(DATA FOR REVIEW)

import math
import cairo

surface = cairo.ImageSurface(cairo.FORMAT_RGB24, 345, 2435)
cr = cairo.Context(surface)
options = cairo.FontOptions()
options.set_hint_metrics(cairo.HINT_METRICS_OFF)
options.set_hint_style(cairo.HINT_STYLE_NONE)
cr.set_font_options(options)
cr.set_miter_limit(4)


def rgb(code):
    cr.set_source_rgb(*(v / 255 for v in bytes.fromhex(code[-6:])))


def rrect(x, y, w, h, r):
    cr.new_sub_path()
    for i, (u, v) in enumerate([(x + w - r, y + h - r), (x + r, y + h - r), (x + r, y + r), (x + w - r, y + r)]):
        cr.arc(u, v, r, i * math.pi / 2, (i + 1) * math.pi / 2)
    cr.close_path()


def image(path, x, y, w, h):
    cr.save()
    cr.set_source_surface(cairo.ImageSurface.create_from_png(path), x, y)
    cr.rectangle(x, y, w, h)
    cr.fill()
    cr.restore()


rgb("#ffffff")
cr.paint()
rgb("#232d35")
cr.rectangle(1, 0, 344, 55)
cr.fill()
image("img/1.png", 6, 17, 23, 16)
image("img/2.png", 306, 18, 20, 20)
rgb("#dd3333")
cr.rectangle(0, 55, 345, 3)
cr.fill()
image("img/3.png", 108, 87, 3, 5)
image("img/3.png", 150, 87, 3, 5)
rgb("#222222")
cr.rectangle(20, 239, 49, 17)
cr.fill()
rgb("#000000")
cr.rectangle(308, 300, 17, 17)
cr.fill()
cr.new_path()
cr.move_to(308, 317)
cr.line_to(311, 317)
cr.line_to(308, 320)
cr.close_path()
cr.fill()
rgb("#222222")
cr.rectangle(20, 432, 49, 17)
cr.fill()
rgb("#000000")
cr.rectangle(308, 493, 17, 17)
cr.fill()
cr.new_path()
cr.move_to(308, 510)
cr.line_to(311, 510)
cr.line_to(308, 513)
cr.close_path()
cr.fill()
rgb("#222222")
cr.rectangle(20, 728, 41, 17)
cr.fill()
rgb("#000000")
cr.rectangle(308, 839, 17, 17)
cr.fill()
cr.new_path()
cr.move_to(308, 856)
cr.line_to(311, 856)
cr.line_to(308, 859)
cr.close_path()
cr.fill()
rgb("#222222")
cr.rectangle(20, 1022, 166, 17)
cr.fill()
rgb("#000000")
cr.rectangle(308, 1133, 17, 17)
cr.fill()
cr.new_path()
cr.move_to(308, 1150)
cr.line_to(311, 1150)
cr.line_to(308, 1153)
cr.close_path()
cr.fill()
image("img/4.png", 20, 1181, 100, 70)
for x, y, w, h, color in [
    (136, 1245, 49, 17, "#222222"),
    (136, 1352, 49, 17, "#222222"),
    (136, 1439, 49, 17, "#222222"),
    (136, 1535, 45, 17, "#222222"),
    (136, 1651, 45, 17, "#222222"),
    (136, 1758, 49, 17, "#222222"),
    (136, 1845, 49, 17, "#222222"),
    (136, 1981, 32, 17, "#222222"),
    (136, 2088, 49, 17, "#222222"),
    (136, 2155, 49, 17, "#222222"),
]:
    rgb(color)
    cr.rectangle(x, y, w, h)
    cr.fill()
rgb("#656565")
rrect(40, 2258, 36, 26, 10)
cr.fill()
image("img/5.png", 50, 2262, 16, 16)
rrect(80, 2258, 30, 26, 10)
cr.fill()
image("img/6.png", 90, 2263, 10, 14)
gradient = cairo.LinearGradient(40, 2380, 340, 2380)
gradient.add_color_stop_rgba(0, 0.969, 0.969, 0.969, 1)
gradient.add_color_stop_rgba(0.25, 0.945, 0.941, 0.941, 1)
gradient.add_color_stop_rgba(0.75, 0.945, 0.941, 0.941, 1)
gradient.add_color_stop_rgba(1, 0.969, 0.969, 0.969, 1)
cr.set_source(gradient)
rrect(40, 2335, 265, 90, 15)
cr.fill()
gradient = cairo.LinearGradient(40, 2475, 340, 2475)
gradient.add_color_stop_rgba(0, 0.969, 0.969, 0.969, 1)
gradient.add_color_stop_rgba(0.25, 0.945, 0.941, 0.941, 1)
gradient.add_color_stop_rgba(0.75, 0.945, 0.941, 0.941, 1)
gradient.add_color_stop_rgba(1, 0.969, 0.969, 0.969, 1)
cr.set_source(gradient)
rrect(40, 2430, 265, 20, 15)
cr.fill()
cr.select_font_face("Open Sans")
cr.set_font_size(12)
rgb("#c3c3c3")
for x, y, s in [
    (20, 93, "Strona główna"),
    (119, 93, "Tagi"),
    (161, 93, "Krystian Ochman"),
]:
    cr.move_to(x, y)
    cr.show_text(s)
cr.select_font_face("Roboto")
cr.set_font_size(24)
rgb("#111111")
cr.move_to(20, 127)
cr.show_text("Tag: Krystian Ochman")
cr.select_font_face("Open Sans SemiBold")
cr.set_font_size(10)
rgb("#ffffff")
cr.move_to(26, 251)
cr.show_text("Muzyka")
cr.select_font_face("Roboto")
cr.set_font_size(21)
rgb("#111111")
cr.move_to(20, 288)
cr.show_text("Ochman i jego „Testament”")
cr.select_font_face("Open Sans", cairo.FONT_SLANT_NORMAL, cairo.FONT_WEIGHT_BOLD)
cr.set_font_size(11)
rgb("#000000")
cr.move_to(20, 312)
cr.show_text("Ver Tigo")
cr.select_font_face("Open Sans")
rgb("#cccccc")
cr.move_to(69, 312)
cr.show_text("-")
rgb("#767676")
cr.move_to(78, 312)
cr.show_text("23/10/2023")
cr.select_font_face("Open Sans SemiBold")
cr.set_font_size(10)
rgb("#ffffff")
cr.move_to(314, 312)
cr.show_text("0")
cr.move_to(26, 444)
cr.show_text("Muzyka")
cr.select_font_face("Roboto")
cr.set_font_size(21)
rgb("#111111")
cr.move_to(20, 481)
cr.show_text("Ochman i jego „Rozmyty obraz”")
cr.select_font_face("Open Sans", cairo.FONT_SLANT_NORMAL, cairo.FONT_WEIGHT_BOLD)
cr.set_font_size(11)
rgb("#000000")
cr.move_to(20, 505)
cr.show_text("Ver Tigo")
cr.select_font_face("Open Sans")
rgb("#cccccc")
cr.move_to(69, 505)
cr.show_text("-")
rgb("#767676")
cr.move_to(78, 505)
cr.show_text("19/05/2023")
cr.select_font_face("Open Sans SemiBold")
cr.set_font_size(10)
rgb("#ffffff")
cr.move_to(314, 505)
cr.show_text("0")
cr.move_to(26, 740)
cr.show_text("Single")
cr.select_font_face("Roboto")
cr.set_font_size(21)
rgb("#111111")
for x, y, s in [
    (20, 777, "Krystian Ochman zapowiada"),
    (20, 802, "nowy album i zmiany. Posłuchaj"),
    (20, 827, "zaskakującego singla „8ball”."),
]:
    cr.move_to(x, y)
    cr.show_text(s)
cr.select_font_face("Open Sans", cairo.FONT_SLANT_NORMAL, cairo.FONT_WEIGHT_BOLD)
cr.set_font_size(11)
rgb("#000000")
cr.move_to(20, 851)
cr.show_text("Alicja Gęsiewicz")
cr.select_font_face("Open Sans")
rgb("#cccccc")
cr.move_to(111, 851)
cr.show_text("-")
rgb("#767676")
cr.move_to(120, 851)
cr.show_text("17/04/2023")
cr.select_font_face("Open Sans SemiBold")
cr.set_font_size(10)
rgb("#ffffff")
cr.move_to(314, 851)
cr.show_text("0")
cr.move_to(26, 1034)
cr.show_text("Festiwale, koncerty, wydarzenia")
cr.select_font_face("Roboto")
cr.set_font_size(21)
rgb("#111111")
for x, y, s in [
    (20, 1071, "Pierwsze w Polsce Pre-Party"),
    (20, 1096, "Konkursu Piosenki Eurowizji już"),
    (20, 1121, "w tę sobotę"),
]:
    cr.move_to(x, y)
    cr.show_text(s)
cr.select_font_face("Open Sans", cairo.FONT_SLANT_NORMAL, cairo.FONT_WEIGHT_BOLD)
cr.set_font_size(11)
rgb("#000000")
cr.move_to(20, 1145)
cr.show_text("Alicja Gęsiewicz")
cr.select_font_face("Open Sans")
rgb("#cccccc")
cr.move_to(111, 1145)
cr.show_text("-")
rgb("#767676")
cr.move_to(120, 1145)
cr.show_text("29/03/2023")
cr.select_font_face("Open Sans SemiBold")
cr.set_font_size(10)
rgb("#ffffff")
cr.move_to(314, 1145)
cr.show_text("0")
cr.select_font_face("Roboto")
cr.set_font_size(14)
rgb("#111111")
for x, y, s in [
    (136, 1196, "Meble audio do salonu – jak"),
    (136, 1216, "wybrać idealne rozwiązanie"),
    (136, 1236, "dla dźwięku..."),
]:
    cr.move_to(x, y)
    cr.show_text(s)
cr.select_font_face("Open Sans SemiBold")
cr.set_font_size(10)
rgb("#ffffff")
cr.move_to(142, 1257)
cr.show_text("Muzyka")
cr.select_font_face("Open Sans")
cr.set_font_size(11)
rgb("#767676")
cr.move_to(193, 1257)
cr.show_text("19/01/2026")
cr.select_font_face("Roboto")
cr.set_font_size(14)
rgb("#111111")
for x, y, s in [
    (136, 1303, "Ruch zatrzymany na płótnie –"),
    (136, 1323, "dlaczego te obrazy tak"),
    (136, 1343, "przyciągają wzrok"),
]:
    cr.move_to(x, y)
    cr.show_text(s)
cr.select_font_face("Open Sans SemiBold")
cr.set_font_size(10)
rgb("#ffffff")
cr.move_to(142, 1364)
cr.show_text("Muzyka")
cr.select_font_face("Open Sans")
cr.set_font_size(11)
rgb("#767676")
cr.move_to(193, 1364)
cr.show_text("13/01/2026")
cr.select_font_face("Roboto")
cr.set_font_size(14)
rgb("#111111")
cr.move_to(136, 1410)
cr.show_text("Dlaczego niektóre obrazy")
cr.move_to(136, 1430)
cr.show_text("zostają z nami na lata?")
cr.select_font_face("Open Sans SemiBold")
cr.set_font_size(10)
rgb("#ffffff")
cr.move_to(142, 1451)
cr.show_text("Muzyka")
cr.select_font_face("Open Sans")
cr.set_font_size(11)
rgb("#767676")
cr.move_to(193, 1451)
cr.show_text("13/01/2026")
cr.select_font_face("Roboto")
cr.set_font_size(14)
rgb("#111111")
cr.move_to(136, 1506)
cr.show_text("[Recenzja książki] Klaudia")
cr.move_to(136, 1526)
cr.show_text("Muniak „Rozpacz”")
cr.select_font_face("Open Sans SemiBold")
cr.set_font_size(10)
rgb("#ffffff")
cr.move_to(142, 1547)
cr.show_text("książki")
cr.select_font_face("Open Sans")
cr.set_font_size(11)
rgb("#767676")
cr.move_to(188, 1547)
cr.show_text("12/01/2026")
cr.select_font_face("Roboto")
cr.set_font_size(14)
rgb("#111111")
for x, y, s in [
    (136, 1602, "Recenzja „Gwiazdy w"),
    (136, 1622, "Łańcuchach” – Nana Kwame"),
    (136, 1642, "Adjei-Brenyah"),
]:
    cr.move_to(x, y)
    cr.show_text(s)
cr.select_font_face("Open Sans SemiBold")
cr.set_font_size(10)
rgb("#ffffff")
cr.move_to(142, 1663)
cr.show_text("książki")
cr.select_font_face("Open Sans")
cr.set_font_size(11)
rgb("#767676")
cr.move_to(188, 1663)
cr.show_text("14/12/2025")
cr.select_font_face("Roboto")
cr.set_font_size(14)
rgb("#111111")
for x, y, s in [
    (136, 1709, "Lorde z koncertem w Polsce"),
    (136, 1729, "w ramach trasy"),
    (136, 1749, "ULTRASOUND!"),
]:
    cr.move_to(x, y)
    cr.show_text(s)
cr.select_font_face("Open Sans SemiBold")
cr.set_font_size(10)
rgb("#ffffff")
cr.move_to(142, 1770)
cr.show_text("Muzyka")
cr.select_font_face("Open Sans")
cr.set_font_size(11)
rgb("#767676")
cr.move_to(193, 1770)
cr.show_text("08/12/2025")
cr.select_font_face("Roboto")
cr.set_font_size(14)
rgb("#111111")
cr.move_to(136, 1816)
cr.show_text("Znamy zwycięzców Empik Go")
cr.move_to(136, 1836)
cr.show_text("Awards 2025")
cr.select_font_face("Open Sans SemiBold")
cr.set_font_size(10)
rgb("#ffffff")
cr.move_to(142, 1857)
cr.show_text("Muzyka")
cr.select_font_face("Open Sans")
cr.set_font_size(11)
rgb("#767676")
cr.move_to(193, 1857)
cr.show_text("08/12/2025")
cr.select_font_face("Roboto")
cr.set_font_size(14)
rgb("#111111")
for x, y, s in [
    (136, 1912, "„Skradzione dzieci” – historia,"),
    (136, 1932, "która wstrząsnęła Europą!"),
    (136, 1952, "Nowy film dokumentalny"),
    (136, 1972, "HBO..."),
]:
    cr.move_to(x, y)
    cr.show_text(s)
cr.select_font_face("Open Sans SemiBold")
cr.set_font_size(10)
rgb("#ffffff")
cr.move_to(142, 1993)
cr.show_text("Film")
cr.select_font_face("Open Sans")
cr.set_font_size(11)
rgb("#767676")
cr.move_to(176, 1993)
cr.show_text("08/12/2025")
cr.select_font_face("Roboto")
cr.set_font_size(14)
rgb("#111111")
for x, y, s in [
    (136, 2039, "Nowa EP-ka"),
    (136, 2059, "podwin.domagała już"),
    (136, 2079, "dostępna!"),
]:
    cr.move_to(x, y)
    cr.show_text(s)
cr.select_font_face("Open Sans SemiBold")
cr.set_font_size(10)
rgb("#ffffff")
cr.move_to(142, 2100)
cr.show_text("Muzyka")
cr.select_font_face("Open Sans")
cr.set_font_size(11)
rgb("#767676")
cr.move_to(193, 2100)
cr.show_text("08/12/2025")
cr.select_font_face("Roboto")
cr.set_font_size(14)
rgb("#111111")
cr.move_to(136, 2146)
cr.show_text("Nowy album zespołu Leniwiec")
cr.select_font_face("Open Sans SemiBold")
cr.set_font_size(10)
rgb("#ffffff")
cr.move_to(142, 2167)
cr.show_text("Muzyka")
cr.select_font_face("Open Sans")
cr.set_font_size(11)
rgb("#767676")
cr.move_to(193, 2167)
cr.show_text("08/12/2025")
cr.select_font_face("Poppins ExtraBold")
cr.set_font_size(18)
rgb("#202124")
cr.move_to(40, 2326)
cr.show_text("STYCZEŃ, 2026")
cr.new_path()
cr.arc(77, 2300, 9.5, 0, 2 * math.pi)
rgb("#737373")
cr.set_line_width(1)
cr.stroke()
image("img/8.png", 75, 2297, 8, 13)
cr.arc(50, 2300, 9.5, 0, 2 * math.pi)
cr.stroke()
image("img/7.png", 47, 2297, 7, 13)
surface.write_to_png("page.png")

(End DATA FOR REVIEW)

## BRIEF
Give again, word for word, the records from their first line to the one with "cr.set_miter_limit(4)", and leave out all else.

## FINAL ANSWER
import math
import cairo

surface = cairo.ImageSurface(cairo.FORMAT_RGB24, 345, 2435)
cr = cairo.Context(surface)
options = cairo.FontOptions()
options.set_hint_metrics(cairo.HINT_METRICS_OFF)
options.set_hint_style(cairo.HINT_STYLE_NONE)
cr.set_font_options(options)
cr.set_miter_limit(4)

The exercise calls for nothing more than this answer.